The source adapter layer is deliberately split:
```text
external source files
-> markitect-filter concrete adapters
-> markitect-tool source adapter protocol and normalized Markdown model
-> infospace-bench workflows
-> optional kontextual-engine ingestion
```
## Markitect-tool
`markitect-tool` owns the stable contract:
- normalized source data model
- read-only source adapter protocol
- adapter registry and Python entry point discovery
- `mkt source` CLI commands
- public API helpers such as `inspect_source` and `normalize_source`
- fake adapter contract tests
It does not own EPUB3, PDF, DOCX, ODT, OCR, or browser extraction.
## Markitect-filter
`markitect-filter` should implement concrete adapters behind the entry point
group:
```toml
[project.entry-points."markitect_tool.source_adapters"]
epub3 = "markitect_filter.adapters:epub3_adapter_descriptor"
```
The first adapter should be:
```text
id: source.epub3
operations: read
media_types: application/epub+zip
extensions: .epub
```
The EPUB3 adapter should satisfy the contract tests described in
`docs/source-adapter-contract.md` and add EPUB-specific fixtures for container,
OPF, spine, nav, body XHTML, malformed package structure, skipped assets, and
lossy extraction diagnostics.
## Infospace-bench
`infospace-bench` should replace its local EPUB intake spike with the public
source adapter API:
```python
from markitect_tool import normalize_source
result = normalize_source("source.epub")
if not result.is_valid:
raise RuntimeError(result.to_dict()["diagnostics"])
markdown = result.document.markdown
segments = result.document.segments
```
Application workflows should consume normalized Markdown and segment metadata.
They should not depend on EPUB package internals, spine parsing, XHTML
extraction, or boilerplate classification directly.
## Kontextual-engine
`kontextual-engine` can treat normalized source outputs as ingestible derived
knowledge assets when it needs durable ingestion. The durable layer should
persist policy, indexing, retrieval, permissions, audit, and lifecycle state.
It should not require source-format dependencies inside `markitect-tool`.

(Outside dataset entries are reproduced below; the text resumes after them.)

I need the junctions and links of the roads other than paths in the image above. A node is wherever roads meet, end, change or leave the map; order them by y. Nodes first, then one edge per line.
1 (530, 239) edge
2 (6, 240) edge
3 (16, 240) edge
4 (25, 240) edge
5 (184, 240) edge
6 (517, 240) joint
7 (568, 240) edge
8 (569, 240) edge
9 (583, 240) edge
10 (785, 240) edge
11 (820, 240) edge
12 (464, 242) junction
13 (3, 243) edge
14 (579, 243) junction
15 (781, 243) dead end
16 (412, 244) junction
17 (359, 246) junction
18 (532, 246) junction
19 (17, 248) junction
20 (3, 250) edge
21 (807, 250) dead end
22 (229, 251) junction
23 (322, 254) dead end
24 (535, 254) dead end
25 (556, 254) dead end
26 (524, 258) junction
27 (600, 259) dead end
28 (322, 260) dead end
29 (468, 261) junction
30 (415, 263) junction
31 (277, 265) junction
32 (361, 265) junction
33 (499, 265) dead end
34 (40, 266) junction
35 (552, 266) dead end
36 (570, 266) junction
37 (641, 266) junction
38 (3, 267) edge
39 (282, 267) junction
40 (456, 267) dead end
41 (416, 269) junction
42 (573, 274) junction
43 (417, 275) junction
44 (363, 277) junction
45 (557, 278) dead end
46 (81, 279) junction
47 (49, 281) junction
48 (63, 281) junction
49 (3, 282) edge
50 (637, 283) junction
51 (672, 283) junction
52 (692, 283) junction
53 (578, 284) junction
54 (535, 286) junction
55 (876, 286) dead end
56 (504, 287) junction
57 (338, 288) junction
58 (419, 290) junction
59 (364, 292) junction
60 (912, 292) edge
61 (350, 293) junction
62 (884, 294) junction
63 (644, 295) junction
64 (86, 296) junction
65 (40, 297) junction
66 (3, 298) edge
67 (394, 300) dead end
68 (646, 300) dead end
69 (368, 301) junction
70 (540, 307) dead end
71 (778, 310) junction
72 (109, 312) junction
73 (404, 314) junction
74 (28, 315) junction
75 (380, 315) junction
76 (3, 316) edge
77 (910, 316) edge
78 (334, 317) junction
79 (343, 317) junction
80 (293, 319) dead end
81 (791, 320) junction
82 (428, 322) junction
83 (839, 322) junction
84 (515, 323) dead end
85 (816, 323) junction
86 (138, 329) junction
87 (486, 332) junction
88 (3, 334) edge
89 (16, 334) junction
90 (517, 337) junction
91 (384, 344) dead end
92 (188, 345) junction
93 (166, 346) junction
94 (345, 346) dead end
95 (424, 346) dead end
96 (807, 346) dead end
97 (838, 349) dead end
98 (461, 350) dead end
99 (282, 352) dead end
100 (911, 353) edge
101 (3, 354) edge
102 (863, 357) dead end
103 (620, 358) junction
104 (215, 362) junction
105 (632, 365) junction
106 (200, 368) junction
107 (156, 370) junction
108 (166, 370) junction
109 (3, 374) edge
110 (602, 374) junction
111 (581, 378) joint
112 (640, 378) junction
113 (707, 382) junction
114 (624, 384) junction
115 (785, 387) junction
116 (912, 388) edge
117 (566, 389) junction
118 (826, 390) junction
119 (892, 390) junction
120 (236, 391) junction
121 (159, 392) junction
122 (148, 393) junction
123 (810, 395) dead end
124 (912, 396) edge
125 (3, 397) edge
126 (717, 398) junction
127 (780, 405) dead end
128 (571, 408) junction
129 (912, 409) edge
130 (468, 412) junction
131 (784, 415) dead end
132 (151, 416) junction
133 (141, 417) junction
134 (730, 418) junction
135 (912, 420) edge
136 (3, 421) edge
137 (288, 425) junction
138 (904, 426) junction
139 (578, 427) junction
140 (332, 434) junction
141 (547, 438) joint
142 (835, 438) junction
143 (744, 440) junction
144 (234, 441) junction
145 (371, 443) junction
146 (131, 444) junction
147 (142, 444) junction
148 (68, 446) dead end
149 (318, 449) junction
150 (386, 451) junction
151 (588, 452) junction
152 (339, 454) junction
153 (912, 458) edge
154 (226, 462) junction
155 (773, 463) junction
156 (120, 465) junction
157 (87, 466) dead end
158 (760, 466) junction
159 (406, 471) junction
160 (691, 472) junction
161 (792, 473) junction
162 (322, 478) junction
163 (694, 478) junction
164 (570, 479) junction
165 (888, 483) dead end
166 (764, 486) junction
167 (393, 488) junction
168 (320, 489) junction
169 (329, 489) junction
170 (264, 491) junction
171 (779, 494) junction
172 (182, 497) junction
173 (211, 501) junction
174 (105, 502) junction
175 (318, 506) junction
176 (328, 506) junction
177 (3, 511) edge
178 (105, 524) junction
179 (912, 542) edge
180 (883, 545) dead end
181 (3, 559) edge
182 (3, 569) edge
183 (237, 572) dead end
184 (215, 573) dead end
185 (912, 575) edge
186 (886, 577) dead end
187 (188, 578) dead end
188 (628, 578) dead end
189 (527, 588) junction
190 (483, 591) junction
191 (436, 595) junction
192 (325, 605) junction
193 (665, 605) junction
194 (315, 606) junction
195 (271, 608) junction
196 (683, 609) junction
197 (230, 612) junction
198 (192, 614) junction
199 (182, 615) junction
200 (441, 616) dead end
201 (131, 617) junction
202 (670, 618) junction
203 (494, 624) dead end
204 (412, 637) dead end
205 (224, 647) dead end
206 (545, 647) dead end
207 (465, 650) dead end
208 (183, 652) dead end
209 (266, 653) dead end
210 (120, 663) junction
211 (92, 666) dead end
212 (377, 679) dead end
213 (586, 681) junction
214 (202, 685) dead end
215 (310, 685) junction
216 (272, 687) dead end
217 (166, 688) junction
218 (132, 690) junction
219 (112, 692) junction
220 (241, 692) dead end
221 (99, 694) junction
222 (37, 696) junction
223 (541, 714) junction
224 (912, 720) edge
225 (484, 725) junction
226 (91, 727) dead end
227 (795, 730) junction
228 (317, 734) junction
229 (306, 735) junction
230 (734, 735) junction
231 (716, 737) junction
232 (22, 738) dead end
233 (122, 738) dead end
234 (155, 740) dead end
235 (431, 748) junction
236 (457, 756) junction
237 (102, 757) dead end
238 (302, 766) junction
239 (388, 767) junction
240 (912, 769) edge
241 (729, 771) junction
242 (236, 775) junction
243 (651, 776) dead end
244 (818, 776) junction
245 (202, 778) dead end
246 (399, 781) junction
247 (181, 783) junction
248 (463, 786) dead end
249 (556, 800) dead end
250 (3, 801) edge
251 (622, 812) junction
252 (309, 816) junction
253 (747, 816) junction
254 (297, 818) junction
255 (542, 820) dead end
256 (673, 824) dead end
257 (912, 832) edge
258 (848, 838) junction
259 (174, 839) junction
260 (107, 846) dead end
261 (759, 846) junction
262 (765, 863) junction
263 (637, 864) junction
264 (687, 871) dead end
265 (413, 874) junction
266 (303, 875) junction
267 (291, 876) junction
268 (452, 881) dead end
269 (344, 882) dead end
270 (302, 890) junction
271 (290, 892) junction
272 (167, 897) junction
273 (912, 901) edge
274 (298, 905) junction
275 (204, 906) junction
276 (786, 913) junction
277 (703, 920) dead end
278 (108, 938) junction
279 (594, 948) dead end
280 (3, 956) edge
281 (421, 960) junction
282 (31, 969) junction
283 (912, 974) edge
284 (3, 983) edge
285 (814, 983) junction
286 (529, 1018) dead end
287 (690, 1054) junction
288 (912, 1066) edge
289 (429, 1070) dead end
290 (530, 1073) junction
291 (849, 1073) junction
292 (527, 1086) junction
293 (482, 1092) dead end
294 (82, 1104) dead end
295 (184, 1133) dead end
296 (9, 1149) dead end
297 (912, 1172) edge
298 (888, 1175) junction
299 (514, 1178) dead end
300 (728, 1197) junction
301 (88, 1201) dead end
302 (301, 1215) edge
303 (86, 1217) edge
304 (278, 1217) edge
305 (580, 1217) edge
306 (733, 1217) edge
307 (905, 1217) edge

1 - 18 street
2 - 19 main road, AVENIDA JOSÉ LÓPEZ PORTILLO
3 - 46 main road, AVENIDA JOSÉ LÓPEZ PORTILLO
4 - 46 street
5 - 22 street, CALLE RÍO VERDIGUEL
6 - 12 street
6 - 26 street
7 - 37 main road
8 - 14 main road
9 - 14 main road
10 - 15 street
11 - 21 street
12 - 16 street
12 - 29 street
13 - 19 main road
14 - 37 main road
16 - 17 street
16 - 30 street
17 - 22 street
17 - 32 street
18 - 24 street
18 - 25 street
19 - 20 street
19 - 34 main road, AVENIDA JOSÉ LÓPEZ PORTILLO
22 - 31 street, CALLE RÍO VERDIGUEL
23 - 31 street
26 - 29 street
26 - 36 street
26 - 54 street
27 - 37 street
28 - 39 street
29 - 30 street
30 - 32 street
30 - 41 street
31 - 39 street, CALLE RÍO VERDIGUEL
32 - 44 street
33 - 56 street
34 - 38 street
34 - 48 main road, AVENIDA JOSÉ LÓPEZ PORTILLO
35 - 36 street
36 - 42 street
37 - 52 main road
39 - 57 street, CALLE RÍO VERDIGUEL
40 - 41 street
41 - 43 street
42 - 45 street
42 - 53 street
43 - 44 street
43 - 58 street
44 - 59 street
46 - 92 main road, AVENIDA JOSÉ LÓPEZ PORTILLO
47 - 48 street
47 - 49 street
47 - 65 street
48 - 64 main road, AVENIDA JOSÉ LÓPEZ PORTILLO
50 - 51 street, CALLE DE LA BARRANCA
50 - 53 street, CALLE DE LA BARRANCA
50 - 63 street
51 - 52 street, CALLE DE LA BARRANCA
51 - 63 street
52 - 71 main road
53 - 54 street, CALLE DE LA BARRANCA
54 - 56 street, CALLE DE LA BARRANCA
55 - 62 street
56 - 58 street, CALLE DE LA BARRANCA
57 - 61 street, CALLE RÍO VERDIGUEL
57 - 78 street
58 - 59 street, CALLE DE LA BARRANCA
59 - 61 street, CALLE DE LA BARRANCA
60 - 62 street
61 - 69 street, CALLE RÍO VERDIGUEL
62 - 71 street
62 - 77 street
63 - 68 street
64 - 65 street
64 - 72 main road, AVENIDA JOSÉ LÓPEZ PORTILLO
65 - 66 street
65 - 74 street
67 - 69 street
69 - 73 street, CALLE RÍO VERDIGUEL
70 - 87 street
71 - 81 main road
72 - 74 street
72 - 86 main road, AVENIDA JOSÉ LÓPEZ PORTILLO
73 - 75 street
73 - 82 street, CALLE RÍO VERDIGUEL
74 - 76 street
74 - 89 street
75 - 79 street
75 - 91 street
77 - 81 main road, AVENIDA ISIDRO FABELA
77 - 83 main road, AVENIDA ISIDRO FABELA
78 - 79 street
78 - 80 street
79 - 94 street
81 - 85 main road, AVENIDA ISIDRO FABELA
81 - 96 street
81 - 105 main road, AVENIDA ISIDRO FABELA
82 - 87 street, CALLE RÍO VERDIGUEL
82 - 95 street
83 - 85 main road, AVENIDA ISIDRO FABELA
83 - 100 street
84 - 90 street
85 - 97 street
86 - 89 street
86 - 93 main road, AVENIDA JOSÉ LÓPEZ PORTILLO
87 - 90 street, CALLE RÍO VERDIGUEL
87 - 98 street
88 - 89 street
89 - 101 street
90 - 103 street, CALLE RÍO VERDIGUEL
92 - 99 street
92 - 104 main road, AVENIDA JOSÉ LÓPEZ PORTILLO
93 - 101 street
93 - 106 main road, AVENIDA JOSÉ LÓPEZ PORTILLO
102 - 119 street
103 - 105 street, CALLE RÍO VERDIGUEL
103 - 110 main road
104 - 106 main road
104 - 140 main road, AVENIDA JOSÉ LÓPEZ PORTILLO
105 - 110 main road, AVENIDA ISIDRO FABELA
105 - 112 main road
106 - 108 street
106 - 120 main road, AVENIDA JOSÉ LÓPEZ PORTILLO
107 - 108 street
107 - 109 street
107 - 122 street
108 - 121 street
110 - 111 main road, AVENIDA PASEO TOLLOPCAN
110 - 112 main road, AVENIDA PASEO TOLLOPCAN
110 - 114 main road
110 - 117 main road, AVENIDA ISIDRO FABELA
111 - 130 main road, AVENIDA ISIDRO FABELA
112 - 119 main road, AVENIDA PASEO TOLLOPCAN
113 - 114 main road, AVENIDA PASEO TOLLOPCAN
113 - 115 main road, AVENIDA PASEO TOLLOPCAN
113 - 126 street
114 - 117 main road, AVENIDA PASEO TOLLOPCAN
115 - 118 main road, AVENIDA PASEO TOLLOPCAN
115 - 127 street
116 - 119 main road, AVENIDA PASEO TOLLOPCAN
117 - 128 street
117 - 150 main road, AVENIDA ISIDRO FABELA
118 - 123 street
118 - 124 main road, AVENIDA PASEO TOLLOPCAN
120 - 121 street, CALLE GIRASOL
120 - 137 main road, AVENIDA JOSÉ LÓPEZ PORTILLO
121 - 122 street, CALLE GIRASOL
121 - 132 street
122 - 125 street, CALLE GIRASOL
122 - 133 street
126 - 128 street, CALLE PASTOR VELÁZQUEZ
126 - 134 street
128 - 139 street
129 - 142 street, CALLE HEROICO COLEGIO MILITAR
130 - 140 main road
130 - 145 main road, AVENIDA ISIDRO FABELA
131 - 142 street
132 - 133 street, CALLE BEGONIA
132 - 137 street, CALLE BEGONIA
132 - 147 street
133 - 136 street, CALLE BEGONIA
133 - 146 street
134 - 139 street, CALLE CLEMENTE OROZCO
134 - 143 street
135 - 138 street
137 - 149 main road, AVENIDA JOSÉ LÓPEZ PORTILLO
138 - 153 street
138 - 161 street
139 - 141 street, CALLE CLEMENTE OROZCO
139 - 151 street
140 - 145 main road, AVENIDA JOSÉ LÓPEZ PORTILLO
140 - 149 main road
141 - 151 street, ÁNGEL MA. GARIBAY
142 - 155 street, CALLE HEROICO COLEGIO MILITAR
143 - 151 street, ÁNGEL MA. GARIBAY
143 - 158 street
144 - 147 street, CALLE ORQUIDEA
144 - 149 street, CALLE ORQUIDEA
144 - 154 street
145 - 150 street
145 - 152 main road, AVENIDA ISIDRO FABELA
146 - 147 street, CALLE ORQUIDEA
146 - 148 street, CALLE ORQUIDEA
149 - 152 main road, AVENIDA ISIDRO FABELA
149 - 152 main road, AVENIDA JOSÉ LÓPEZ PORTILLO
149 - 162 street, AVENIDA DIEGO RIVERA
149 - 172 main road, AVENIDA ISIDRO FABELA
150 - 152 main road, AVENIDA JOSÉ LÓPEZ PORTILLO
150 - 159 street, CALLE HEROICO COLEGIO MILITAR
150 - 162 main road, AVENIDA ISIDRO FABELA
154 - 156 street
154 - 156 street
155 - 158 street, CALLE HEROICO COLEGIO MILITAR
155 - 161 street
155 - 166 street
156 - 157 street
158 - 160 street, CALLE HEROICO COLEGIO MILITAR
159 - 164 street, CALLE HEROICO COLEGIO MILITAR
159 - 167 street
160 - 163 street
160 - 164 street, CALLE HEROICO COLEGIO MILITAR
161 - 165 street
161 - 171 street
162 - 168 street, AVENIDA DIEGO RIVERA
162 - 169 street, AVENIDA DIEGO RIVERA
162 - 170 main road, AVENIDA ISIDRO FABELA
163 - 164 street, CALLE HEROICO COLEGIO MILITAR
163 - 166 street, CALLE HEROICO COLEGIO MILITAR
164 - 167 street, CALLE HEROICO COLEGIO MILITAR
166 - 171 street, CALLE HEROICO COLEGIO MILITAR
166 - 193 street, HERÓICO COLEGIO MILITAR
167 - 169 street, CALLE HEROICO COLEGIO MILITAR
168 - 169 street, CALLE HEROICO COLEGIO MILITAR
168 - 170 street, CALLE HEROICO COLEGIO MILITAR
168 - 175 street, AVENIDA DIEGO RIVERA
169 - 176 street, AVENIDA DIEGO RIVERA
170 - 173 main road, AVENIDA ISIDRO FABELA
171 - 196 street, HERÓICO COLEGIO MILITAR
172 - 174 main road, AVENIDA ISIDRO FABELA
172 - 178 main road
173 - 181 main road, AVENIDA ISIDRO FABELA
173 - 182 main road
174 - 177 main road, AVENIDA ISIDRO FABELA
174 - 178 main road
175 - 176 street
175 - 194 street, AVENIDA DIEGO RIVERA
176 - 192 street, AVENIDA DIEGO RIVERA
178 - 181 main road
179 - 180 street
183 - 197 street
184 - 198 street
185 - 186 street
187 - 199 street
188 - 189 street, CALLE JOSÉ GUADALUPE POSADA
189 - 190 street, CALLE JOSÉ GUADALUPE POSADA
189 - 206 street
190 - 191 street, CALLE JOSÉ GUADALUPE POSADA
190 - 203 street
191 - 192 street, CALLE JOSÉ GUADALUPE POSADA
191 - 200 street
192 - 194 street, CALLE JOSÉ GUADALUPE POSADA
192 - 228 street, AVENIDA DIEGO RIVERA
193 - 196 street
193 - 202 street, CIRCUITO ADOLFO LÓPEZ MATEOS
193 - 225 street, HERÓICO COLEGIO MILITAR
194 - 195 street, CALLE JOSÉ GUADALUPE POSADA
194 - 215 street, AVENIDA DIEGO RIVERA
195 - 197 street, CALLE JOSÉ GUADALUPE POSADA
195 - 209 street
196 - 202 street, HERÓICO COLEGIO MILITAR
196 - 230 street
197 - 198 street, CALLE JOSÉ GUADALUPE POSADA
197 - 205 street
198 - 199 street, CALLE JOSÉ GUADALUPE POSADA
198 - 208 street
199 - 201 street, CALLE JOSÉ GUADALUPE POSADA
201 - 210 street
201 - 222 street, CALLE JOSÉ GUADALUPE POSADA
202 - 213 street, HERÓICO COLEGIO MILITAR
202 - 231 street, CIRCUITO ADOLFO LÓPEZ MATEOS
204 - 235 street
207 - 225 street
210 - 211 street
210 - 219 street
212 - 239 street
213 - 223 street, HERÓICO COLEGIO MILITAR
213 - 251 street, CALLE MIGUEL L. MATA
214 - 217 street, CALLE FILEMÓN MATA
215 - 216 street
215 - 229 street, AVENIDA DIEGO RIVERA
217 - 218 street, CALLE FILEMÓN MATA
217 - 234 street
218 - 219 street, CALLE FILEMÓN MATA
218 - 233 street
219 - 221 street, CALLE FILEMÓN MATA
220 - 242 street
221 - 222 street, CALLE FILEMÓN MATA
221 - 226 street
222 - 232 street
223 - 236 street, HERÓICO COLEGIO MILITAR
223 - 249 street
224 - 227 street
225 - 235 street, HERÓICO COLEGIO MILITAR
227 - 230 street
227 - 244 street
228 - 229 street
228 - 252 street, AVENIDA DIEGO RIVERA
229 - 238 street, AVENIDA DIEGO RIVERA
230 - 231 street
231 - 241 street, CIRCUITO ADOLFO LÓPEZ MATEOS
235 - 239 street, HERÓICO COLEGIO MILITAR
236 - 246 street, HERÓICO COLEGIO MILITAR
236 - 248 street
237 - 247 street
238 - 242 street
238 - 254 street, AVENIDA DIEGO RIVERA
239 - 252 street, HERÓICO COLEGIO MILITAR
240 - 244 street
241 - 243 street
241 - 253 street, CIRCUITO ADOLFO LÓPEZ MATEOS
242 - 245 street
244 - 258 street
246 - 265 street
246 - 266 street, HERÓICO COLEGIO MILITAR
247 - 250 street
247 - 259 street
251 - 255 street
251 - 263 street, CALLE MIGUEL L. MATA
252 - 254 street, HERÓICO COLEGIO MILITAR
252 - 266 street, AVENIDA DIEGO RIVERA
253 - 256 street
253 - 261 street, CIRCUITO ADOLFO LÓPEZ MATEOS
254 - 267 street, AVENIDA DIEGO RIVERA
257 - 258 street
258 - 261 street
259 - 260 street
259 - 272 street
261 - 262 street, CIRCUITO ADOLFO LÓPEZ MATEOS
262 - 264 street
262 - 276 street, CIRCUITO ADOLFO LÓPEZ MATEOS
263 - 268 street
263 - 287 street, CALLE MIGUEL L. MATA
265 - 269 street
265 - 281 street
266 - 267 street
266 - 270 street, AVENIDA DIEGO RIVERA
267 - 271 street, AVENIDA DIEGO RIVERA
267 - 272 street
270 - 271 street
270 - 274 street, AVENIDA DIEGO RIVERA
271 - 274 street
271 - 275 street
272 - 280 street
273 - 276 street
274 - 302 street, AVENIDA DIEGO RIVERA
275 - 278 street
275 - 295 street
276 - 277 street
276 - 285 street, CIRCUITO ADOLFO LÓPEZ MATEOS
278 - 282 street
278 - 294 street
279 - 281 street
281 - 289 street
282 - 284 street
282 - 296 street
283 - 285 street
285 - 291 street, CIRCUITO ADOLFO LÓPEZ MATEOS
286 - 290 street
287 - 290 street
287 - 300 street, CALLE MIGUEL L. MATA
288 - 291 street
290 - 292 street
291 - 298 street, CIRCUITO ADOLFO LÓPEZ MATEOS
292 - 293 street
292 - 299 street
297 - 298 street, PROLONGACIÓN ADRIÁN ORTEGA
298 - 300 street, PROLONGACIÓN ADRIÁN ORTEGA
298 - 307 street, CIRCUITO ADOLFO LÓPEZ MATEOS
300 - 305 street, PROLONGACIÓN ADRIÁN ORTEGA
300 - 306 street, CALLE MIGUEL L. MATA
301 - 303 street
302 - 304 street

Recommended ingestion boundary:
- keep `NormalizedMarkdownDocument.to_dict()` as the portable derivative
- preserve source asset digest and normalization cache key
- record adapter ID, adapter version, and read options
- preserve document and segment provenance
- store diagnostics and quality signals for human review
## Follow-up Workplan Seeds
Recommended `markitect-filter` workplan:
```text
MKTF-WP-0001: EPUB3 Read Adapter
Implement source.epub3 against docs/source-adapter-contract.md:
- package scaffold and pyproject entry point
- optional EPUB dependencies
- META-INF/container.xml parsing
- OPF metadata and spine reading order
- nav/chapter label extraction
- body XHTML to normalized Markdown segments
- explicit boilerplate skip policy
- malformed/unsupported/lossy diagnostics
- contract tests using markitect-tool fake adapter expectations
```
Recommended `infospace-bench` workplan:
```text
ISB-WP-source-adapter-intake
Replace local EPUB source intake with markitect-tool normalize_source:
- install markitect-filter[epub3] in the relevant environment
- call normalize_source for source documents
- consume NormalizedMarkdownDocument markdown and segments
- remove app-local EPUB package parsing
- preserve source diagnostics in benchmark review artifacts
```